- [WORK TASK]
No pictures should be carried over. Output all other parts of the entries verbatim.

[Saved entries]

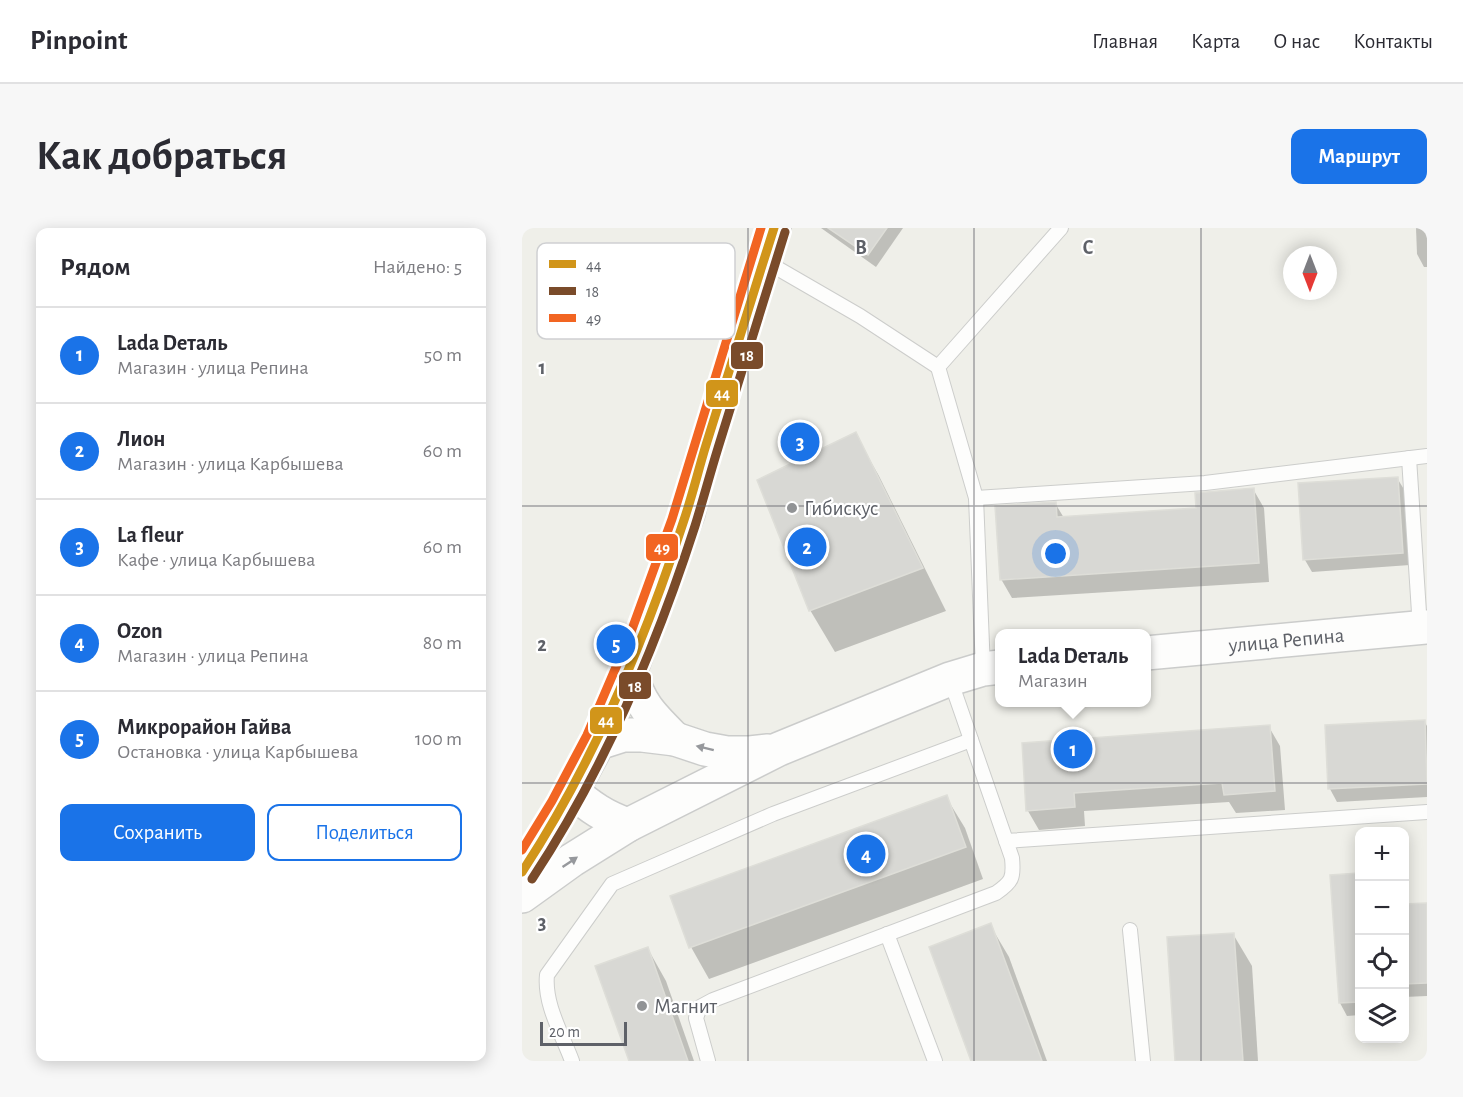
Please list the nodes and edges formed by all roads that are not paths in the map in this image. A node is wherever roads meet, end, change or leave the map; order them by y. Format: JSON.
{"nodes":[{"id":1,"x":774,"y":228,"type":"edge"},
{"id":2,"x":1061,"y":228,"type":"edge"},
{"id":3,"x":764,"y":263,"type":"junction"},
{"id":4,"x":938,"y":367,"type":"junction"},
{"id":5,"x":1427,"y":456,"type":"edge"},
{"id":6,"x":1409,"y":458,"type":"junction"},
{"id":7,"x":976,"y":498,"type":"junction"},
{"id":8,"x":1424,"y":627,"type":"edge"},
{"id":9,"x":1151,"y":653,"type":"edge"},
{"id":10,"x":991,"y":668,"type":"edge"},
{"id":11,"x":630,"y":672,"type":"junction"},
{"id":12,"x":950,"y":679,"type":"junction"},
{"id":13,"x":675,"y":739,"type":"junction"},
{"id":14,"x":971,"y":740,"type":"junction"},
{"id":15,"x":598,"y":743,"type":"junction"},
{"id":16,"x":779,"y":749,"type":"junction"},
{"id":17,"x":572,"y":791,"type":"junction"},
{"id":18,"x":1427,"y":812,"type":"edge"},
{"id":19,"x":628,"y":825,"type":"junction"},
{"id":20,"x":1006,"y":840,"type":"junction"},
{"id":21,"x":522,"y":873,"type":"edge"},
{"id":22,"x":522,"y":896,"type":"edge"},
{"id":23,"x":1130,"y":930,"type":"dead end"},
{"id":24,"x":887,"y":933,"type":"junction"},
{"id":25,"x":572,"y":1061,"type":"edge"},
{"id":26,"x":708,"y":1061,"type":"edge"},
{"id":27,"x":935,"y":1061,"type":"edge"},
{"id":28,"x":1143,"y":1061,"type":"edge"}],
"edges":[{"from":1,"to":3,"type":"main road"},
{"from":2,"to":4,"type":"lane"},
{"from":3,"to":4,"type":"lane"},
{"from":3,"to":11,"type":"main road"},
{"from":4,"to":7,"type":"lane"},
{"from":5,"to":6,"type":"lane"},
{"from":6,"to":7,"type":"lane"},
{"from":6,"to":8,"type":"lane"},
{"from":7,"to":10,"type":"lane"},
{"from":8,"to":9,"type":"main road","name":"улица Репина"},
{"from":10,"to":12,"type":"main road"},
{"from":11,"to":13,"type":"main road"},
{"from":11,"to":15,"type":"main road"},
{"from":12,"to":14,"type":"lane"},
{"from":12,"to":16,"type":"main road"},
{"from":13,"to":15,"type":"main road"},
{"from":16,"to":13,"type":"main road","one_way":true},
{"from":14,"to":20,"type":"lane"},
{"from":14,"to":25,"type":"lane"},
{"from":15,"to":17,"type":"main road"},
{"from":16,"to":19,"type":"main road"},
{"from":17,"to":19,"type":"main road"},
{"from":17,"to":21,"type":"main road"},
{"from":18,"to":20,"type":"lane"},
{"from":22,"to":19,"type":"main road","one_way":true},
{"from":20,"to":24,"type":"lane"},
{"from":23,"to":28,"type":"lane"},
{"from":24,"to":26,"type":"lane"},
{"from":24,"to":27,"type":"lane"}]}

- [EXERCISE RESULT]
Please list the nodes and edges formed by all roads that are not paths in the map in this image. A node is wherever roads meet, end, change or leave the map; order them by y. Format: JSON.
{"nodes":[{"id":1,"x":774,"y":228,"type":"edge"},
{"id":2,"x":1061,"y":228,"type":"edge"},
{"id":3,"x":764,"y":263,"type":"junction"},
{"id":4,"x":938,"y":367,"type":"junction"},
{"id":5,"x":1427,"y":456,"type":"edge"},
{"id":6,"x":1409,"y":458,"type":"junction"},
{"id":7,"x":976,"y":498,"type":"junction"},
{"id":8,"x":1424,"y":627,"type":"edge"},
{"id":9,"x":1151,"y":653,"type":"edge"},
{"id":10,"x":991,"y":668,"type":"edge"},
{"id":11,"x":630,"y":672,"type":"junction"},
{"id":12,"x":950,"y":679,"type":"junction"},
{"id":13,"x":675,"y":739,"type":"junction"},
{"id":14,"x":971,"y":740,"type":"junction"},
{"id":15,"x":598,"y":743,"type":"junction"},
{"id":16,"x":779,"y":749,"type":"junction"},
{"id":17,"x":572,"y":791,"type":"junction"},
{"id":18,"x":1427,"y":812,"type":"edge"},
{"id":19,"x":628,"y":825,"type":"junction"},
{"id":20,"x":1006,"y":840,"type":"junction"},
{"id":21,"x":522,"y":873,"type":"edge"},
{"id":22,"x":522,"y":896,"type":"edge"},
{"id":23,"x":1130,"y":930,"type":"dead end"},
{"id":24,"x":887,"y":933,"type":"junction"},
{"id":25,"x":572,"y":1061,"type":"edge"},
{"id":26,"x":708,"y":1061,"type":"edge"},
{"id":27,"x":935,"y":1061,"type":"edge"},
{"id":28,"x":1143,"y":1061,"type":"edge"}],
"edges":[{"from":1,"to":3,"type":"main road"},
{"from":2,"to":4,"type":"lane"},
{"from":3,"to":4,"type":"lane"},
{"from":3,"to":11,"type":"main road"},
{"from":4,"to":7,"type":"lane"},
{"from":5,"to":6,"type":"lane"},
{"from":6,"to":7,"type":"lane"},
{"from":6,"to":8,"type":"lane"},
{"from":7,"to":10,"type":"lane"},
{"from":8,"to":9,"type":"main road","name":"улица Репина"},
{"from":10,"to":12,"type":"main road"},
{"from":11,"to":13,"type":"main road"},
{"from":11,"to":15,"type":"main road"},
{"from":12,"to":14,"type":"lane"},
{"from":12,"to":16,"type":"main road"},
{"from":13,"to":15,"type":"main road"},
{"from":16,"to":13,"type":"main road","one_way":true},
{"from":14,"to":20,"type":"lane"},
{"from":14,"to":25,"type":"lane"},
{"from":15,"to":17,"type":"main road"},
{"from":16,"to":19,"type":"main road"},
{"from":17,"to":19,"type":"main road"},
{"from":17,"to":21,"type":"main road"},
{"from":18,"to":20,"type":"lane"},
{"from":22,"to":19,"type":"main road","one_way":true},
{"from":20,"to":24,"type":"lane"},
{"from":23,"to":28,"type":"lane"},
{"from":24,"to":26,"type":"lane"},
{"from":24,"to":27,"type":"lane"}]}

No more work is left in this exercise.